[Collected data entries]

══════════════════════════════

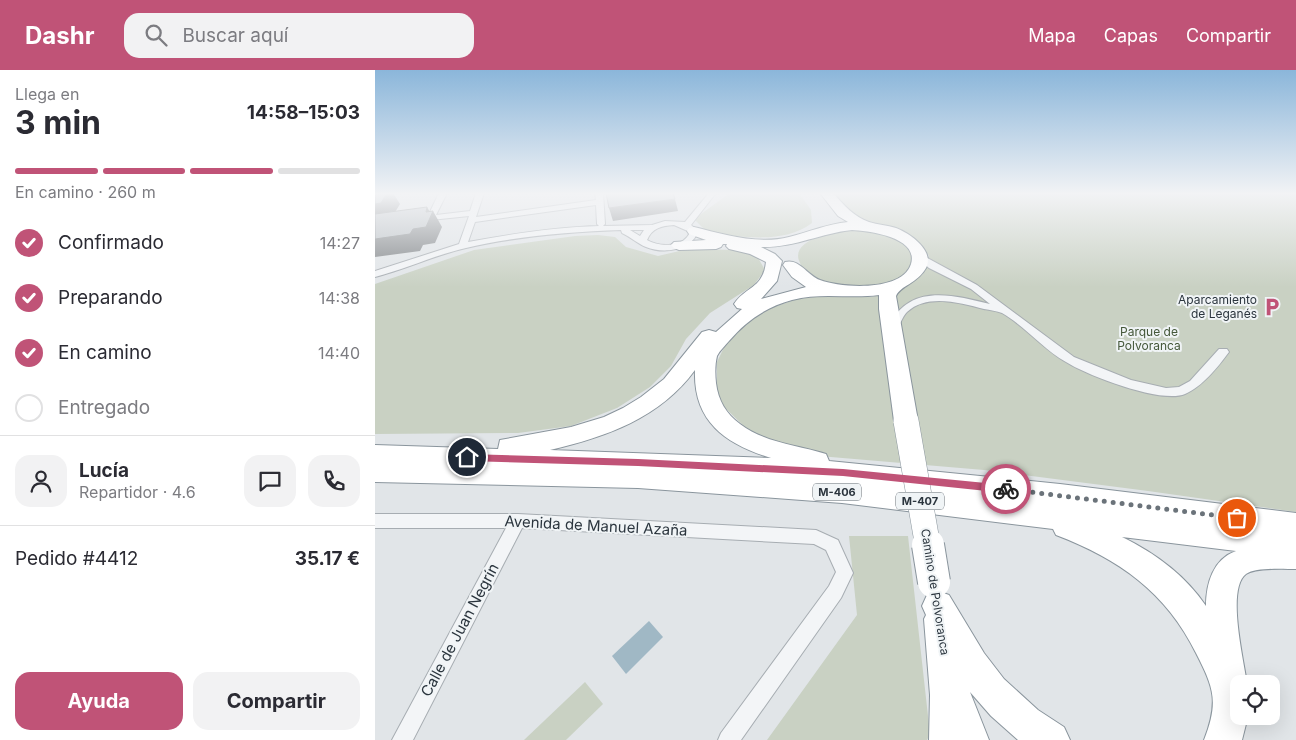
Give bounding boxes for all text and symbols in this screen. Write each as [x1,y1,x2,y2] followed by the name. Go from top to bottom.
[124,13,474,58] search box
[25,21,94,50] text: Dashr
[142,21,170,49] icon: search
[182,24,288,47] text: Buscar aquí
[1028,25,1076,46] text: Mapa
[1104,25,1158,46] text: Capas
[1186,25,1271,46] text: Compartir
[15,84,79,104] text: Llega en
[247,101,360,124] text: 14:58–15:03
[15,103,101,142] text: 3 min
[15,182,156,202] text: En camino · 260 m
[15,229,43,257] icon: check
[58,231,164,254] text: Confirmado
[320,233,360,253] text: 14:27
[15,284,43,312] icon: check
[58,286,163,309] text: Preparando
[319,288,360,308] text: 14:38
[1178,292,1257,321] place label: Aparcamiento de Leganés
[1261,296,1283,318] parking icon: Aparcamiento de Leganés
[1117,324,1181,353] park label: Parque de Polvoranca
[15,339,43,367] icon: check
[58,341,152,364] text: En camino
[318,343,360,363] text: 14:40
[58,396,150,419] text: Entregado
[446,436,488,478] pin
[453,443,481,471] icon: home
[15,455,67,507] button: person
[244,455,296,507] button: chat
[308,455,360,507] button: phone
[79,459,129,482] text: Lucía
[981,464,1031,514] courier
[992,475,1020,503] icon: bike
[79,482,196,502] text: Repartidor · 4.6
[813,484,861,501] road number: M-406
[896,492,944,510] road number: M-407
[1216,497,1258,539] pin
[1223,504,1251,532] icon: bag
[504,511,688,540] street label: Avenida de Manuel Azaña
[918,528,953,656] street label: Camino de Polvoranca
[15,547,138,570] text: Pedido #4412
[295,547,360,570] text: 35.17 €
[416,560,503,700] street label: Calle de Juan Negrín
[15,672,183,730] button: Ayuda
[193,672,360,730] button: Compartir
[1230,675,1280,725] map controls
[1230,675,1280,725] button: locate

══════════════════════════════

__Exercise__: Would you return all the data exactly as given, minus the pictures?

__Written solution__:
Give bounding boxes for all text and symbols in this screen. Write each as [x1,y1,x2,y2] followed by the name. Go from top to bottom.
[124,13,474,58] search box
[25,21,94,50] text: Dashr
[142,21,170,49] icon: search
[182,24,288,47] text: Buscar aquí
[1028,25,1076,46] text: Mapa
[1104,25,1158,46] text: Capas
[1186,25,1271,46] text: Compartir
[15,84,79,104] text: Llega en
[247,101,360,124] text: 14:58–15:03
[15,103,101,142] text: 3 min
[15,182,156,202] text: En camino · 260 m
[15,229,43,257] icon: check
[58,231,164,254] text: Confirmado
[320,233,360,253] text: 14:27
[15,284,43,312] icon: check
[58,286,163,309] text: Preparando
[319,288,360,308] text: 14:38
[1178,292,1257,321] place label: Aparcamiento de Leganés
[1261,296,1283,318] parking icon: Aparcamiento de Leganés
[1117,324,1181,353] park label: Parque de Polvoranca
[15,339,43,367] icon: check
[58,341,152,364] text: En camino
[318,343,360,363] text: 14:40
[58,396,150,419] text: Entregado
[446,436,488,478] pin
[453,443,481,471] icon: home
[15,455,67,507] button: person
[244,455,296,507] button: chat
[308,455,360,507] button: phone
[79,459,129,482] text: Lucía
[981,464,1031,514] courier
[992,475,1020,503] icon: bike
[79,482,196,502] text: Repartidor · 4.6
[813,484,861,501] road number: M-406
[896,492,944,510] road number: M-407
[1216,497,1258,539] pin
[1223,504,1251,532] icon: bag
[504,511,688,540] street label: Avenida de Manuel Azaña
[918,528,953,656] street label: Camino de Polvoranca
[15,547,138,570] text: Pedido #4412
[295,547,360,570] text: 35.17 €
[416,560,503,700] street label: Calle de Juan Negrín
[15,672,183,730] button: Ayuda
[193,672,360,730] button: Compartir
[1230,675,1280,725] map controls
[1230,675,1280,725] button: locate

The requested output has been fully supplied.